• _Try it_:
Filter the material below down to the lines containing the word "dead".

*** Listed entries ***

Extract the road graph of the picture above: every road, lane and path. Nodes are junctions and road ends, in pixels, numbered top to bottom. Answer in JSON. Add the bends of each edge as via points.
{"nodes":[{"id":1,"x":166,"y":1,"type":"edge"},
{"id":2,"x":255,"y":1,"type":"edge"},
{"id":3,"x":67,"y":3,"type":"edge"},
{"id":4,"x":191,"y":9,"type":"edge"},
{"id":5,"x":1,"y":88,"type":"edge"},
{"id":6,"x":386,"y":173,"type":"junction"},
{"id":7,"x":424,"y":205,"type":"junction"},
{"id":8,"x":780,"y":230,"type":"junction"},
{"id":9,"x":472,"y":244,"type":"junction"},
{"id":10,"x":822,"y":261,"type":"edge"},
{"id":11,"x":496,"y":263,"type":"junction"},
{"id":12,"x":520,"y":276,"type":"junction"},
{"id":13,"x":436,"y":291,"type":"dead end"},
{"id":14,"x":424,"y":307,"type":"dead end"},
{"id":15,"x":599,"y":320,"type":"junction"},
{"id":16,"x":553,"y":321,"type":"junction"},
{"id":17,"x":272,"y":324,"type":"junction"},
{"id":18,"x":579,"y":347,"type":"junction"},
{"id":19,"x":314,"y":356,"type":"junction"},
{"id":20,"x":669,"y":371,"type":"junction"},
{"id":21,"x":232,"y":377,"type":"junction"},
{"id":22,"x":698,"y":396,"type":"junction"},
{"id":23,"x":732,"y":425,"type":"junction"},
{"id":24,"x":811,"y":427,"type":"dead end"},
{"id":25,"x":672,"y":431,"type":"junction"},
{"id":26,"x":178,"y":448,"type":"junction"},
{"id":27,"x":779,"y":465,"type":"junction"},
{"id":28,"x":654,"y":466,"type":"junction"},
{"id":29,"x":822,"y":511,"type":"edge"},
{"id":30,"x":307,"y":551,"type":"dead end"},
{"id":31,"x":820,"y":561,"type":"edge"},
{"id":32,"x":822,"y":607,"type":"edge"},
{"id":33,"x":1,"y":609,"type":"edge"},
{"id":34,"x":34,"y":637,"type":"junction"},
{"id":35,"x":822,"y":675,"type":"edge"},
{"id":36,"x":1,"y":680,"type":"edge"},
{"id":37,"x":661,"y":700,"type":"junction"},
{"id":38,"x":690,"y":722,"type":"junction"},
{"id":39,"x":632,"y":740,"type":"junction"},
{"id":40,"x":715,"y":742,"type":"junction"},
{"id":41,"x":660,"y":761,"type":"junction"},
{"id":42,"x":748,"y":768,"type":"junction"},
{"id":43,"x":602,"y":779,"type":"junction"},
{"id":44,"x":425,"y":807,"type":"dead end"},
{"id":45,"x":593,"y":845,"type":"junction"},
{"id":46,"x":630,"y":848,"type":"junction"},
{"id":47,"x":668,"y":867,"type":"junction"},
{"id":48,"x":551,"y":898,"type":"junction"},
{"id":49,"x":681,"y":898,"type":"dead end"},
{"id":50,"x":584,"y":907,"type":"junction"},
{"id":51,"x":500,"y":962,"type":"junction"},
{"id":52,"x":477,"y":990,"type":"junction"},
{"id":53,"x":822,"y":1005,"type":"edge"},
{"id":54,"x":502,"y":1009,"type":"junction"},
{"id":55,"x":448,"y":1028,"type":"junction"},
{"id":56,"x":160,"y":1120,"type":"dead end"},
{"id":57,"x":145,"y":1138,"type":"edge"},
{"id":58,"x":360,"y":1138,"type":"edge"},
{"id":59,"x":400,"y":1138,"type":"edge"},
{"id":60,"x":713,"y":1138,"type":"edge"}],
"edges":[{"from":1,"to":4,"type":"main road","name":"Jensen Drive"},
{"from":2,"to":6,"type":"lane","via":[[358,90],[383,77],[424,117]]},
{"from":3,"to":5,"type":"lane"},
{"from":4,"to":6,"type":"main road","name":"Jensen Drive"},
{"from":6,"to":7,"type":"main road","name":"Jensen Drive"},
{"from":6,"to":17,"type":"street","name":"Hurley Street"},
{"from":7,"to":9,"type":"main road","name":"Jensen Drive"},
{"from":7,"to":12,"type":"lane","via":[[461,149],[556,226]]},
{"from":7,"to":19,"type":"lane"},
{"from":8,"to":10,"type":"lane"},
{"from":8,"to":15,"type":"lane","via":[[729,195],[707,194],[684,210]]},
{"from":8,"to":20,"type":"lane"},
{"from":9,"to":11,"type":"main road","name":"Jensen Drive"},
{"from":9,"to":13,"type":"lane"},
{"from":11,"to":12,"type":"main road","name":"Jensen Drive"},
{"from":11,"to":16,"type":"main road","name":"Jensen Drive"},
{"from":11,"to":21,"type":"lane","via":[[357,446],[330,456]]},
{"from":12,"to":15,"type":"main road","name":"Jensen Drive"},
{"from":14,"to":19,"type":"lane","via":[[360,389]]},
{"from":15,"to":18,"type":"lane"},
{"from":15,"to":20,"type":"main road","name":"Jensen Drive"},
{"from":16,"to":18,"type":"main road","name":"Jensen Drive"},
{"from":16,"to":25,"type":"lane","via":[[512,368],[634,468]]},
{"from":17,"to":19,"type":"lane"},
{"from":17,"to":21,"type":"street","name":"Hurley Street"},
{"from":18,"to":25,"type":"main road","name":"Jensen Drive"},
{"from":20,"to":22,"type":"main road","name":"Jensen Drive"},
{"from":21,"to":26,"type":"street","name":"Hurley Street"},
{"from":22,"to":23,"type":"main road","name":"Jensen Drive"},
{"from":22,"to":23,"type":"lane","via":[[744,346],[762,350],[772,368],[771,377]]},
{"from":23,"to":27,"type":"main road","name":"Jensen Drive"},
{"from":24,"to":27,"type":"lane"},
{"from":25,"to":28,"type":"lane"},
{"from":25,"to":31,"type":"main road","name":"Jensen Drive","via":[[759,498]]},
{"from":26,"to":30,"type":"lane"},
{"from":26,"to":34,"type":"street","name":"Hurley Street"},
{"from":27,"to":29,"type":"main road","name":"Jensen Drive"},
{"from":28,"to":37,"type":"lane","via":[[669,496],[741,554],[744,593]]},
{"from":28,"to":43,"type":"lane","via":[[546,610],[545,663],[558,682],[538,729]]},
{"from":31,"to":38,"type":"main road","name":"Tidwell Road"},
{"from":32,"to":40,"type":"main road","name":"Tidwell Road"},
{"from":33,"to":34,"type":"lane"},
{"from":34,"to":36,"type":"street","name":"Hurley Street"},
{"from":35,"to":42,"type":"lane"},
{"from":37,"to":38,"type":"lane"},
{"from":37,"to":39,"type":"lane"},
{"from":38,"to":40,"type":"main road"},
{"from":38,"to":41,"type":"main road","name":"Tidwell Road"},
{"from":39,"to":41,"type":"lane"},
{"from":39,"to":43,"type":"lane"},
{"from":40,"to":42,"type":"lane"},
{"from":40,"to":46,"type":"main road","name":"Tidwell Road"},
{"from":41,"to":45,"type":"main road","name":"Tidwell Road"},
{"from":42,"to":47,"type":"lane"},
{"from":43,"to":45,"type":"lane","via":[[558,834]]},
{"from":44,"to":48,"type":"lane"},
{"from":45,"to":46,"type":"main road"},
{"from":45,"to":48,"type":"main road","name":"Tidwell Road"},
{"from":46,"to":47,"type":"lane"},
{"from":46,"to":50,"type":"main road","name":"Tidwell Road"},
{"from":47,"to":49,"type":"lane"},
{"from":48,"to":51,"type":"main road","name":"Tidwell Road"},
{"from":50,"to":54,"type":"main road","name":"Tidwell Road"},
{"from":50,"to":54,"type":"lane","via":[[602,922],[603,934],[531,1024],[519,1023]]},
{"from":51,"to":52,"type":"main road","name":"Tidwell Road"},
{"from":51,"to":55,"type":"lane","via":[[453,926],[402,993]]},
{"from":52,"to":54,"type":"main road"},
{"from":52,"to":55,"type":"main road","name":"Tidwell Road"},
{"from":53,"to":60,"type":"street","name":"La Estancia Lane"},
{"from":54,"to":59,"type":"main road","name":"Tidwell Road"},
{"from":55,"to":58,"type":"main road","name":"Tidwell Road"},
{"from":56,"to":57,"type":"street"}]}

*** End of Listed entries ***

• _Finished task_:
{"id":13,"x":436,"y":291,"type":"dead end"},
{"id":14,"x":424,"y":307,"type":"dead end"},
{"id":24,"x":811,"y":427,"type":"dead end"},
{"id":30,"x":307,"y":551,"type":"dead end"},
{"id":44,"x":425,"y":807,"type":"dead end"},
{"id":49,"x":681,"y":898,"type":"dead end"},
{"id":56,"x":160,"y":1120,"type":"dead end"},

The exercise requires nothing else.